Uit 4.7 volgt dat de intrekking van de bijstand per 1 maart 2019 is weggevallen. Dit betekent dat de bijstand per die datum gewoon doorloopt. De gronden die zien op aangevallen uitspraak 2 en zich richten tegen de weigering van het dagelijks bestuur om appellante bijstand met terugwerkende kracht tot 1 maart 2019 toe te kennen, behoeven daarom geen bespreking meer. De aanvraag had niet hoeven worden ingediend en de daarop betrekking hebbende besluitvorming kan daarom niet in stand blijven. Om die reden zal ook aangevallen uitspraak 2 worden vernietigd.

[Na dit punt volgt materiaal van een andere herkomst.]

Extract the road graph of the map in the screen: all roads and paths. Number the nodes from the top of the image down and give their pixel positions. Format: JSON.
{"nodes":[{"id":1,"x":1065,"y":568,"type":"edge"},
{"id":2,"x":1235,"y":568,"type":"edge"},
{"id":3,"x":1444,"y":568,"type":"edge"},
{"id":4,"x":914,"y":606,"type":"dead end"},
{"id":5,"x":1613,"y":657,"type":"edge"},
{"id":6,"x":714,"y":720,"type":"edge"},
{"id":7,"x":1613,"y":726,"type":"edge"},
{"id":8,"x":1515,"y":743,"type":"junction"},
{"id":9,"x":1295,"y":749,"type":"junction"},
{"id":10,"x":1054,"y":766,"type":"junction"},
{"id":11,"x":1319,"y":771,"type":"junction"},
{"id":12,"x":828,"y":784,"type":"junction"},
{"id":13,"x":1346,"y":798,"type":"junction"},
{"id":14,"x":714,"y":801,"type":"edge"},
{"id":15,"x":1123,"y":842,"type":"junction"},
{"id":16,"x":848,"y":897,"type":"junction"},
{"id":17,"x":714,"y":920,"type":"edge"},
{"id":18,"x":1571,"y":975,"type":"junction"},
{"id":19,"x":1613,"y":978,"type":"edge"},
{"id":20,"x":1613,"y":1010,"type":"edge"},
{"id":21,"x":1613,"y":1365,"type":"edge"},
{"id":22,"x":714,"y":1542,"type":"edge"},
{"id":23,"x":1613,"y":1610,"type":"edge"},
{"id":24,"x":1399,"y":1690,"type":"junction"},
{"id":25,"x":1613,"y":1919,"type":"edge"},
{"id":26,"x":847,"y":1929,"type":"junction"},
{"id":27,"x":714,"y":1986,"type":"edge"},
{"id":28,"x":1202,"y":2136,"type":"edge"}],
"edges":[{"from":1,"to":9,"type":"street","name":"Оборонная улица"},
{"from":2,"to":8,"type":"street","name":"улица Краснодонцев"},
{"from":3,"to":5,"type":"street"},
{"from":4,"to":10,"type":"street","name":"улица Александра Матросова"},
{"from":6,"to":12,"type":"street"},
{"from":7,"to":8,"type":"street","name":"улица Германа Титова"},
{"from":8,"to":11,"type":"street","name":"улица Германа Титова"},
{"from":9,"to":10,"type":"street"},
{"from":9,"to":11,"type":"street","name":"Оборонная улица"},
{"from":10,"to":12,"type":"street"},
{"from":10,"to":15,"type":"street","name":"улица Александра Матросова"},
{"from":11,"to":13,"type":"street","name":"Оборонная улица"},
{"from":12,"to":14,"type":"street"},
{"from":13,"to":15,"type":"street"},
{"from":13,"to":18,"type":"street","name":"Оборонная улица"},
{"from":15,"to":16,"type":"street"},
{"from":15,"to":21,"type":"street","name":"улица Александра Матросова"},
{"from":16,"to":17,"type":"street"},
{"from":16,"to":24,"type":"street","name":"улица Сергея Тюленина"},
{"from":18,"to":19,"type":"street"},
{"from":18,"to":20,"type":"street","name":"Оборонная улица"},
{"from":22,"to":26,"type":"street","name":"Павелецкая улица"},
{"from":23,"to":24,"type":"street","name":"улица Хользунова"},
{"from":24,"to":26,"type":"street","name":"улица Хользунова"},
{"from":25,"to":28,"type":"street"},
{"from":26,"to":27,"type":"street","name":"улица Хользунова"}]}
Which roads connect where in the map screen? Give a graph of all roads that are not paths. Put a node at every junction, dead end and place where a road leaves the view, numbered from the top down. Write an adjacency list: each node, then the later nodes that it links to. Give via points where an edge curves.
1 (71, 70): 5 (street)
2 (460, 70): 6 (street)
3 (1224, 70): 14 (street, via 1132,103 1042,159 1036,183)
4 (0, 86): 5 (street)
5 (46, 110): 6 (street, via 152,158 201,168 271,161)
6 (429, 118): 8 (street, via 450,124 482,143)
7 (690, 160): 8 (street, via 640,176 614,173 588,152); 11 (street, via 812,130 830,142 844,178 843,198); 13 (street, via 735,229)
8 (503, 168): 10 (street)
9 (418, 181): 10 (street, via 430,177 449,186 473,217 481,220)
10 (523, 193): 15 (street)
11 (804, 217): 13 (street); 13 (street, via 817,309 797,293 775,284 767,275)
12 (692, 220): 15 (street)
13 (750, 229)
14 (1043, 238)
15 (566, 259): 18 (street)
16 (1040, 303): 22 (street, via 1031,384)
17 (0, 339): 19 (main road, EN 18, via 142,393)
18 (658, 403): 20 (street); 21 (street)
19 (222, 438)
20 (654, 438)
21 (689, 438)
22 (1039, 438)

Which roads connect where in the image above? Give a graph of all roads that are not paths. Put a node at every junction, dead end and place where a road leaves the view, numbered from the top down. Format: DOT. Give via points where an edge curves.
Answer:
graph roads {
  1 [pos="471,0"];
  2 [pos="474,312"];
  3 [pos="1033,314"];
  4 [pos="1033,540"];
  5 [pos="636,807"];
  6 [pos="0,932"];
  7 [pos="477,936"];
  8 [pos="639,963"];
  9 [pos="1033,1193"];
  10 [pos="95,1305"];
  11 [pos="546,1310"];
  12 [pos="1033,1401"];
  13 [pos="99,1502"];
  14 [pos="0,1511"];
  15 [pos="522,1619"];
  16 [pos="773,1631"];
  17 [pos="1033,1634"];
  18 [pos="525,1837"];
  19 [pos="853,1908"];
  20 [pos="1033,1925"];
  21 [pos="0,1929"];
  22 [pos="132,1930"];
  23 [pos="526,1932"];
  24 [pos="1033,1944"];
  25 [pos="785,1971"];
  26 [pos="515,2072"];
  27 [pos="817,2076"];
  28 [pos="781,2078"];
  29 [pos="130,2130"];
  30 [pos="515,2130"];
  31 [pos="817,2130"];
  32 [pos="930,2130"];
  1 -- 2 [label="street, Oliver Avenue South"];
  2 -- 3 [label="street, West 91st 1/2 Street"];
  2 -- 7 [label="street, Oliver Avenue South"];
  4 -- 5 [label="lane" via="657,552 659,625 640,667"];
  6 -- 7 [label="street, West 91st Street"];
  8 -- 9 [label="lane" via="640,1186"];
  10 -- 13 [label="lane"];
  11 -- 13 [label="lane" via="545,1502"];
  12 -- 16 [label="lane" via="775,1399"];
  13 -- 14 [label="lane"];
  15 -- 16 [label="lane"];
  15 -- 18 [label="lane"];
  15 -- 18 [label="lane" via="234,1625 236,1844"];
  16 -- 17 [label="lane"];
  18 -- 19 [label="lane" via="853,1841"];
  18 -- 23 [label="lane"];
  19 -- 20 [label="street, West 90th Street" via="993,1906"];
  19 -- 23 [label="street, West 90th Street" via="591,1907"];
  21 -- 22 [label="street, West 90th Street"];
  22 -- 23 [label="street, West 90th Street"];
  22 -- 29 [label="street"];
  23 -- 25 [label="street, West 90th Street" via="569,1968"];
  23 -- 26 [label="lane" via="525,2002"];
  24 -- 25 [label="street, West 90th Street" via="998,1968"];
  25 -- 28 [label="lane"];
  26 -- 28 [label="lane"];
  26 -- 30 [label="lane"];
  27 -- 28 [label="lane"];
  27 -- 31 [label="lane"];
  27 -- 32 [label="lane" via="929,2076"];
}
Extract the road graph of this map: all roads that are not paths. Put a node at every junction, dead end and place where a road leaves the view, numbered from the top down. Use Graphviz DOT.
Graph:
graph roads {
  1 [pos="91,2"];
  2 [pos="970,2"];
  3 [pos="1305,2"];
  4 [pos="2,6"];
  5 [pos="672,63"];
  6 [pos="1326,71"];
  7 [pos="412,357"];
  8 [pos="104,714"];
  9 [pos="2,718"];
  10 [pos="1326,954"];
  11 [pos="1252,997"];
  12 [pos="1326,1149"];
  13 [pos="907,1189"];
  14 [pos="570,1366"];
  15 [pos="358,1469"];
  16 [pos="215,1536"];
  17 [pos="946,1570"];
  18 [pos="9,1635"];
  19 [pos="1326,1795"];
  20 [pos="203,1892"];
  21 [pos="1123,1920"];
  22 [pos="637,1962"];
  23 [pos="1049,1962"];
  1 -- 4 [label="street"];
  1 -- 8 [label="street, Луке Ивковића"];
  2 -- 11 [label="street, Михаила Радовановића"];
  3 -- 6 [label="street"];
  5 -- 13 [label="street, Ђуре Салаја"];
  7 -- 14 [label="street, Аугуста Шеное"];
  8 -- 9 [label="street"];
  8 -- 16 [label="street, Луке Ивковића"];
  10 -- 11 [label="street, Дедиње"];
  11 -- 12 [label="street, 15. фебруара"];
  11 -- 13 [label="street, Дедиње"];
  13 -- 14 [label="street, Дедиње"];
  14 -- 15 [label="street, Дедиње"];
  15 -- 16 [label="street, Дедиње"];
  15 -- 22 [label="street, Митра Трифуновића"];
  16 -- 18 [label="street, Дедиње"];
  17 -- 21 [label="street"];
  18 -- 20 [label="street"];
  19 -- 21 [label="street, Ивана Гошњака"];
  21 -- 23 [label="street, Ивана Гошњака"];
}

Het beroep zal in die zaak gegrond worden verklaard, bestreden besluit 2 zal worden vernietigd en het besluit van 27 juni 2019 zal worden herroepen.
Slotoverwegingen
5. Aanleiding bestaat om het dagelijks bestuur te veroordelen in de kosten van appellante.
5.1.
In zaak 20/4382 PW worden deze kosten begroot op € 1.082,- in bezwaar (2 punten,
€ 541,- per punt), op € 1.518,- in beroep (2 punten, € 759,- per punt) en op € 1.518,- in hoger beroep (2 punten, € 759,- per punt) voor verleende rechtsbijstand, in totaal € 4.118,-.
5.2.
In zaak 20/2059 PW worden deze kosten begroot op € 1.082,- in bezwaar (2 punten,
€ 541,- per punt), op € 759,- in beroep (1 punt van € 759,-) en op € 759,- in hoger beroep (1 punt gelet op de gelijktijdige behandeling ter zitting met zaak 20/4382 PW) voor verleende rechtsbijstand, in totaal € 2.600,-.

BESLISSING

De Centrale Raad van Beroep
In de zaak 20/4382 PW
  • vernietigt aangevallen uitspraak 1;
  • verklaart het beroep tegen het besluit van 2 juli 2019 gegrond en vernietigt dat besluit;
  • herroept het besluit van 22 maart 2019 en bepaalt dat deze uitspraak in de plaats treedt van het vernietigde besluit van 2 juli 2019;
  • veroordeelt het dagelijks bestuur in de kosten van appellante tot een bedrag van € 4.118,-;
  • bepaalt dat het dagelijks bestuur aan appellante het in beroep en in hoger beroep betaalde griffierecht van € 178,- vergoedt.
In de zaak 20/2059 PW
  • vernietigt aangevallen uitspraak 2;
  • verklaart het beroep tegen het besluit van 20 november 2019 gegrond en vernietigt dat besluit;
  • herroept het besluit van 27 juni 2019 en bepaalt dat deze uitspraak in de plaats treedt van het vernietigde besluit van 20 november 2019;
  • veroordeelt het dagelijks bestuur in de kosten van appellante tot een bedrag van € 2.600,-;
  • bepaalt dat het dagelijks bestuur aan appellante het in beroep en in hoger beroep betaalde griffierecht van € 178,- vergoedt.
Deze uitspraak is gedaan door W.F. Claessens als voorzitter en E.C.R. Schut en J.J. Janssen als leden, in tegenwoordigheid van L.C. van Bentum als griffier. De beslissing is uitgesproken in het openbaar op 26 juli 2022.